Now, just bear with me for a second. Lohan, 24, of Freaky Friday and Mean Girls fame, is due on Tuesday to begin her 90-day sentence for a probation violation. The Canadian dollar, for its part, appears set to extend its recent decline against its U.S. counterpart.
The underlying connection between the two moves? Both the actor and the currency have been shackled by the United States: the former quite literally incarcerated, the latter fettered by a raft of disappointing U.S. economic data that has depressed FX traders’ risk appetite and sent shock waves across the global forex community.
It follows that fears that a double-dip U.S. recession could derail the global economic recovery hamper resources-rich Canada’s currency as the thick iron door on Lohan’s cell impedes the star’s movie career.
However, hope is often born in darkness; and just as the biblical character Joseph raised himself from jail inmate to viceroy of Egypt, Lohan may in fact soar to new heights upon her release.
Indeed, according to The Sun, Lohan will strip for a “full frontal” nudity scene in her first post-prison movie, in which she plays 1970s Deep Throat porn star Linda Lovelace in a biopic titled Inferno.
The British paper quoted Mat Wilder, the film’s director, as saying: “There’ll be full frontal nudity. But it’s not a porn movie. It’s an artistic movie about a porn star.”

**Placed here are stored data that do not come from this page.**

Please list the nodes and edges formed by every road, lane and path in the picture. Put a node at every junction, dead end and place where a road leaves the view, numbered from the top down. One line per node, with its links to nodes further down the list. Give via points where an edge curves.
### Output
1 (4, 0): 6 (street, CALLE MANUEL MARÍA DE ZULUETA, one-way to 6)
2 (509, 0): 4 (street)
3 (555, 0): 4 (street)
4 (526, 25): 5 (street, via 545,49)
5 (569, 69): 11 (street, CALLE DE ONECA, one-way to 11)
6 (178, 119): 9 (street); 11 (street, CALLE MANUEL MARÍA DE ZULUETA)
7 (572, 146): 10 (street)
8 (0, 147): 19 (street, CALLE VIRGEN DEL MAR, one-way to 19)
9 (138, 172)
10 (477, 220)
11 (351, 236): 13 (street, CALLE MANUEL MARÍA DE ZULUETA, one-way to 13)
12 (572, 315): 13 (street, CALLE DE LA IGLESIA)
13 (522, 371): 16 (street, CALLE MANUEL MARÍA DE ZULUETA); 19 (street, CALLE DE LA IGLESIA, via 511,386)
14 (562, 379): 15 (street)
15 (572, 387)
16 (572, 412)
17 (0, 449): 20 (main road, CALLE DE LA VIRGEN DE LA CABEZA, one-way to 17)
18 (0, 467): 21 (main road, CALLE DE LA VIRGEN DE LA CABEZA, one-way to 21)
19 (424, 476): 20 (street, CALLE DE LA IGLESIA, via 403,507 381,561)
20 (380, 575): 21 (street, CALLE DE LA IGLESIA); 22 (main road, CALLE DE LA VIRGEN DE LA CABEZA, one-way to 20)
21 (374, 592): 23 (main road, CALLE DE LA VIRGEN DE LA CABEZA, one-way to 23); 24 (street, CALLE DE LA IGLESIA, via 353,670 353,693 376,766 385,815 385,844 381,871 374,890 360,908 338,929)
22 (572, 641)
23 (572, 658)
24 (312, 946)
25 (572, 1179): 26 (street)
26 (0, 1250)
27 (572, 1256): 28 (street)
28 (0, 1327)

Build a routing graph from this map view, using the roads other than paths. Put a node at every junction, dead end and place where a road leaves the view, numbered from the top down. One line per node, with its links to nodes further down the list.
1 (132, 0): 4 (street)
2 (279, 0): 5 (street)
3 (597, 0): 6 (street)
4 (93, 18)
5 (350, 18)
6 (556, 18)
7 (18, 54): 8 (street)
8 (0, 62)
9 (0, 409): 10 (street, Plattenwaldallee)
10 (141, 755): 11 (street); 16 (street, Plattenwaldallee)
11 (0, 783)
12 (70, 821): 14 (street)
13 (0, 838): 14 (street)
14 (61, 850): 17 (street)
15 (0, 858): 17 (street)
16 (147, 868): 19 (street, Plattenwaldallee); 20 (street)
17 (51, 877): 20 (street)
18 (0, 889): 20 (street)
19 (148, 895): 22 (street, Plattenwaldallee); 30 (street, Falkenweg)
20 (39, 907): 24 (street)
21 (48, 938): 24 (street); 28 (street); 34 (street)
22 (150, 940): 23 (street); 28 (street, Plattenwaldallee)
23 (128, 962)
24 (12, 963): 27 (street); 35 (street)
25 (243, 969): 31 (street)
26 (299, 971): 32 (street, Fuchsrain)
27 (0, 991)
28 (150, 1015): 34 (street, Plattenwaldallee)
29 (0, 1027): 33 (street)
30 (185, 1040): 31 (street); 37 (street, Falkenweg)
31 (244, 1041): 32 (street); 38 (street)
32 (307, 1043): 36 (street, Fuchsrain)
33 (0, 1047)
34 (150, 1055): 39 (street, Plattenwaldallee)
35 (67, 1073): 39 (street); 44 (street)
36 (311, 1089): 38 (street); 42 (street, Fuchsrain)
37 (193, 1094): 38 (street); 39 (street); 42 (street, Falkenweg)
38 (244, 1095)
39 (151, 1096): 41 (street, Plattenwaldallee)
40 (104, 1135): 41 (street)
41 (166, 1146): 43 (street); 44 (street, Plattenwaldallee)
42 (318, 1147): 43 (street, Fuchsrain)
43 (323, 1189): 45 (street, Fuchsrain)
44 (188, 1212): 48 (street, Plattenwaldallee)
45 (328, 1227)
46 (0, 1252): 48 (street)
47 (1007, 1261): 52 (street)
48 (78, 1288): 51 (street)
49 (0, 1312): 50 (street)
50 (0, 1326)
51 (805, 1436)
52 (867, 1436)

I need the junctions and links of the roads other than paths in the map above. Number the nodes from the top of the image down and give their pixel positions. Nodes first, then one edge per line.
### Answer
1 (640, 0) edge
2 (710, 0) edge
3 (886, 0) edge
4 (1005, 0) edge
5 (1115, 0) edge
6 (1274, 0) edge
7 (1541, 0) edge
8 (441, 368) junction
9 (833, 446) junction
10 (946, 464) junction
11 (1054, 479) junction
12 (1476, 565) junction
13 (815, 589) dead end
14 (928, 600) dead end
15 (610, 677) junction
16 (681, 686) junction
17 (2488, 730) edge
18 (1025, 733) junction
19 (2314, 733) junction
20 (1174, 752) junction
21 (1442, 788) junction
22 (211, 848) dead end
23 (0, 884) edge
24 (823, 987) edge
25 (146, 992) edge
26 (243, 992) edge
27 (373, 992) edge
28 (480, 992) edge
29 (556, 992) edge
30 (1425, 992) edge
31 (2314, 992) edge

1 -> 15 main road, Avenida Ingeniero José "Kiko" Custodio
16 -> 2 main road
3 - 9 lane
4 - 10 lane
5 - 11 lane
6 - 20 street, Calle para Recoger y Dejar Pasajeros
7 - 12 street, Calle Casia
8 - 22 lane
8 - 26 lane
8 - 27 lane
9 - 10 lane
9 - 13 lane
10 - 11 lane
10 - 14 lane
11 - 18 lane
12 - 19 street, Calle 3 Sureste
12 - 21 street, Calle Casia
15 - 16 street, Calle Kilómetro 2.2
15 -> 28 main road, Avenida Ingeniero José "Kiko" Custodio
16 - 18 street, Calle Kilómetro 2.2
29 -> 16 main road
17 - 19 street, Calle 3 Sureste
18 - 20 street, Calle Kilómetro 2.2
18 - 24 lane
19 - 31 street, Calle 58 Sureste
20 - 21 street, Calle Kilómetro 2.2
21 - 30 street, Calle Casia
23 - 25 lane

And while the Bank of Canada’s Governing Council members are certainly not planning to bare all on camera, they too are expected to coming out with a somewhat daring move on Tuesday by raising the central bank’s benchmark interest rate by 25 basis points. In June, the BoC became the first central bank among the G7 group of industrialized economies to raise interest rates in June, a move with deep ramifications for currency trading that would dominate the day’s FX news.